= Assigned task =
Restate the records word for word, omitting nothing.

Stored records
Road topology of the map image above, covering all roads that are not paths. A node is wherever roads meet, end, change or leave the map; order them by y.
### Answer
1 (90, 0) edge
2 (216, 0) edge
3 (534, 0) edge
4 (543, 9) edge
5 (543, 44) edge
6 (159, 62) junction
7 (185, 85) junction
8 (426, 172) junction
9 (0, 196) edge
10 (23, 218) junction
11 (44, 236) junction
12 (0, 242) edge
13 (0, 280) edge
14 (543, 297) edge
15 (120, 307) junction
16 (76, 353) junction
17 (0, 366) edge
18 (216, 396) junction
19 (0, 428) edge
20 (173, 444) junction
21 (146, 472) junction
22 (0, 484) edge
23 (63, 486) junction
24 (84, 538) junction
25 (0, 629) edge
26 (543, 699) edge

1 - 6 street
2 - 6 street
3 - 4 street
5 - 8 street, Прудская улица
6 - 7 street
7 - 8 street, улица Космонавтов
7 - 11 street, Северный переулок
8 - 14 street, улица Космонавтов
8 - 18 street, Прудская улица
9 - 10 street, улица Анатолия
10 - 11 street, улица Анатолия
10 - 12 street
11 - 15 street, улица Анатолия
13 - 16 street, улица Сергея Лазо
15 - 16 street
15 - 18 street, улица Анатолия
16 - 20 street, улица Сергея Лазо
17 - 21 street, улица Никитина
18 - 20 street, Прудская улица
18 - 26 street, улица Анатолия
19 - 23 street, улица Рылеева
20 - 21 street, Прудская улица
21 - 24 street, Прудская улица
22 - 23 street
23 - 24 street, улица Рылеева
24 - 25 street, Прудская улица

= Completed exercise =
Road topology of the map image above, covering all roads that are not paths. A node is wherever roads meet, end, change or leave the map; order them by y.
### Answer
1 (90, 0) edge
2 (216, 0) edge
3 (534, 0) edge
4 (543, 9) edge
5 (543, 44) edge
6 (159, 62) junction
7 (185, 85) junction
8 (426, 172) junction
9 (0, 196) edge
10 (23, 218) junction
11 (44, 236) junction
12 (0, 242) edge
13 (0, 280) edge
14 (543, 297) edge
15 (120, 307) junction
16 (76, 353) junction
17 (0, 366) edge
18 (216, 396) junction
19 (0, 428) edge
20 (173, 444) junction
21 (146, 472) junction
22 (0, 484) edge
23 (63, 486) junction
24 (84, 538) junction
25 (0, 629) edge
26 (543, 699) edge

1 - 6 street
2 - 6 street
3 - 4 street
5 - 8 street, Прудская улица
6 - 7 street
7 - 8 street, улица Космонавтов
7 - 11 street, Северный переулок
8 - 14 street, улица Космонавтов
8 - 18 street, Прудская улица
9 - 10 street, улица Анатолия
10 - 11 street, улица Анатолия
10 - 12 street
11 - 15 street, улица Анатолия
13 - 16 street, улица Сергея Лазо
15 - 16 street
15 - 18 street, улица Анатолия
16 - 20 street, улица Сергея Лазо
17 - 21 street, улица Никитина
18 - 20 street, Прудская улица
18 - 26 street, улица Анатолия
19 - 23 street, улица Рылеева
20 - 21 street, Прудская улица
21 - 24 street, Прудская улица
22 - 23 street
23 - 24 street, улица Рылеева
24 - 25 street, Прудская улица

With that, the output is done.